‘after’ by Scott Nicolay

Scott Nicolay‘s novella ‘after’ was released by Dim Shores a couple of months ago at the same time as they published ‘Rangel’ by Matthew M. Bartlett which I discussed briefly here. I have only just, shame on me, managed to find the time to read Scott’s story and, as ever with both Scott’s work and the stories put out by Dim Shores, I was impressed. This review contains some spoilers so feel free to skip to the tl;dr by clicking here or scroll past the image below to read on.

Still here?
Good.

‘after’ is set in the aftermath of Superstorm Sandy which was a hurricane, don’t know why American’s would want to call it a ‘superstorm’ when it already has a perfectly good name. It also shows something of a lack of imagination. Seriously, if you’re going to rename something at last be a bit witty about it: see here. A lack of imagination however is not something one could accuse Scott Nicolay of and, my bad taste quips aside, Hurrican Sandy devastated parts of the north-east American coast and caused immense suffering and hardship to those caught in its path. In fact Nicolay dedicates his story thus

With compassion toward all those who suffered in the path of Superstorm Sandy and contempt toward all those who sought to profit from their suffering.

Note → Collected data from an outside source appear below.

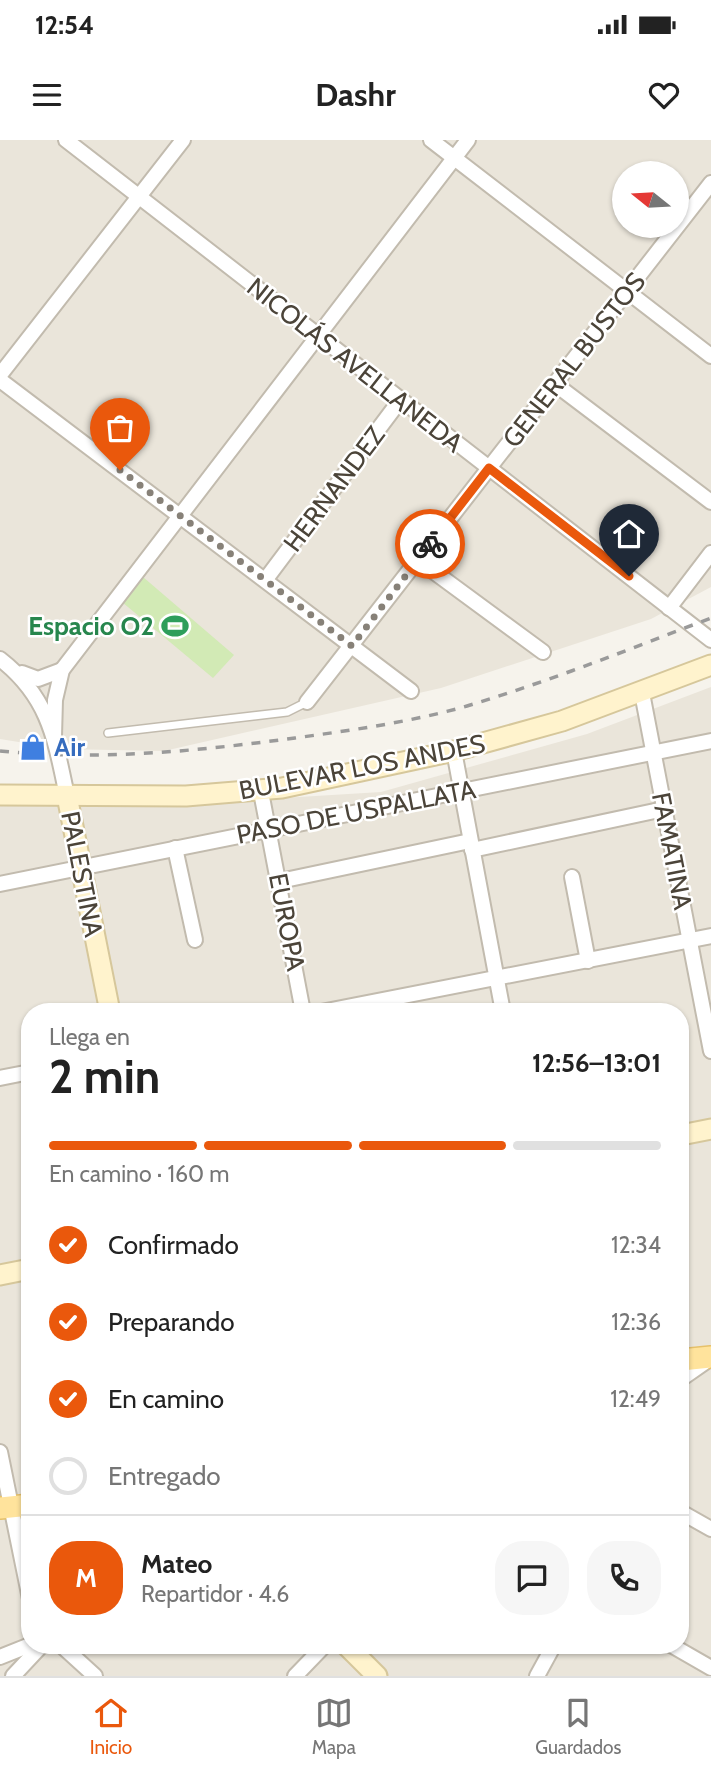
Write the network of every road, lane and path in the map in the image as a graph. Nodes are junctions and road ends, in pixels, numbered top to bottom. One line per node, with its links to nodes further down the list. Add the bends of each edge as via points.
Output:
1 (66, 140): 7 (street, NICOLÁS AVELLANEDA)
2 (183, 140): 7 (street)
3 (430, 140): 5 (street)
4 (468, 140): 5 (street)
5 (454, 158): 8 (street); 9 (street)
6 (711, 183): 8 (street, GENERAL BUSTOS)
7 (139, 196): 9 (street, NICOLÁS AVELLANEDA); 11 (street)
8 (627, 291): 10 (street); 12 (street, GENERAL BUSTOS)
9 (318, 337): 13 (street, NICOLÁS AVELLANEDA); 16 (street)
10 (711, 356)
11 (0, 378): 16 (street)
12 (555, 384): 14 (street, GENERAL BUSTOS); 15 (street)
13 (401, 399): 14 (street, NICOLÁS AVELLANEDA); 19 (street, HERNANDEZ)
14 (489, 468): 18 (street, GENERAL BUSTOS); 20 (street, NICOLÁS AVELLANEDA)
15 (711, 502)
16 (180, 515): 19 (street); 26 (street)
17 (711, 553): 20 (street)
18 (418, 560): 22 (street, GENERAL BUSTOS); 23 (street)
19 (266, 579): 22 (street)
20 (668, 607): 21 (street, NICOLÁS AVELLANEDA)
21 (711, 640)
22 (352, 646): 27 (street); 29 (street, GENERAL BUSTOS)
23 (543, 652)
24 (6, 664): 26 (street, via 38,679); 31 (street, via 30,686)
25 (711, 665): 28 (main road, BULEVAR LOS ANDES)
26 (62, 670): 31 (street)
27 (411, 691)
28 (642, 693): 33 (main road, BULEVAR LOS ANDES); 34 (street, FAMATINA)
29 (307, 702): 30 (lane, via 288,712)
30 (108, 733)
31 (54, 736): 38 (street, PALESTINA)
32 (711, 741): 34 (street, PASO DE USPALLATA)
33 (454, 751): 35 (main road, BULEVAR LOS ANDES); 36 (street)
34 (653, 752): 36 (street, PASO DE USPALLATA); 39 (street, FAMATINA)
35 (261, 792): 38 (main road, BULEVAR LOS ANDES); 40 (street, EUROPA)
36 (461, 792): 40 (street, PASO DE USPALLATA); 41 (street)
37 (0, 795): 38 (main road, BULEVAR LOS ANDES)
38 (66, 796): 43 (main road, PALESTINA)
39 (664, 809): 41 (street); 49 (street, FAMATINA)
40 (268, 829): 42 (street, PASO DE USPALLATA); 45 (street, EUROPA)
41 (471, 845): 45 (street); 51 (street)
42 (175, 848): 43 (street, PASO DE USPALLATA); 48 (street)
43 (81, 867): 46 (street, PASO DE USPALLATA); 52 (main road, PALESTINA)
44 (572, 877): 50 (street)
45 (279, 881): 53 (street, EUROPA)
46 (0, 884)
47 (711, 936): 49 (street)
48 (195, 940)
49 (690, 940): 50 (street); 56 (street, FAMATINA)
50 (588, 961): 51 (street)
51 (496, 979): 54 (street); 55 (street)
52 (108, 1003)
53 (301, 1003)
54 (369, 1003)
55 (500, 1003)
56 (711, 1051)
57 (21, 1074): 58 (street)
58 (0, 1078)
59 (711, 1129): 60 (main road)
60 (689, 1133)
61 (21, 1271): 62 (main road)
62 (0, 1275)
63 (711, 1357): 64 (main road); 65 (street)
64 (689, 1359)
65 (689, 1374)
66 (0, 1452): 67 (street)
67 (14, 1507): 70 (street)
68 (689, 1517): 69 (street)
69 (711, 1529)
70 (21, 1547)
71 (21, 1649): 78 (street)
72 (34, 1654): 80 (street)
73 (71, 1654): 81 (street)
74 (316, 1654): 82 (street)
75 (355, 1654): 83 (main road)
76 (549, 1654): 84 (street)
77 (687, 1654): 79 (street)
78 (0, 1657)
79 (711, 1668)
80 (13, 1676)
81 (95, 1676)
82 (295, 1676)
83 (377, 1676)
84 (537, 1676)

Cards on the table eh Scott?

‘after’ follows the experiences of Colleen, a middle aged woman whose holiday home on the Jersey Shore was in an area that suffered the attentions of Sandy and who is being allowed, along with some of her neighbours, to return to the area in order to ascertain the damage done to her property and to recover anything that she can. The area is under curfew and so she will have to return on the bus provided by the authorities at the end of the day.
One thing that I have noticed with the writing of Scott Nicolay is that he is never in a hurry for his story to get where it is going. He prefers instead to take his time, building both character, setting and, in the case of ‘after’, a sense of grim claustrophobia.

As Colleen travels back to Jersey Shore and walks through the unfamiliar familiar landscape of her neighbourhood we go on a much longer journey through her life and the events that led her to where we meet her. To the point where she is travelling, without her husband, into an situation of uncertainty and, potential, danger. The husband, and the reason for his absence, is the dark centre around which this story revolves. He is a drunk who has, in the past, assaulted her and from whom there is always the threat of violence making Colleen’s home life one of tension and fear. This is why she has chosen to travel to the holiday home alone and why, on the spur of the moment when waiting to return on the bus, she decides that she is going to remain in her house which has no power and no gas.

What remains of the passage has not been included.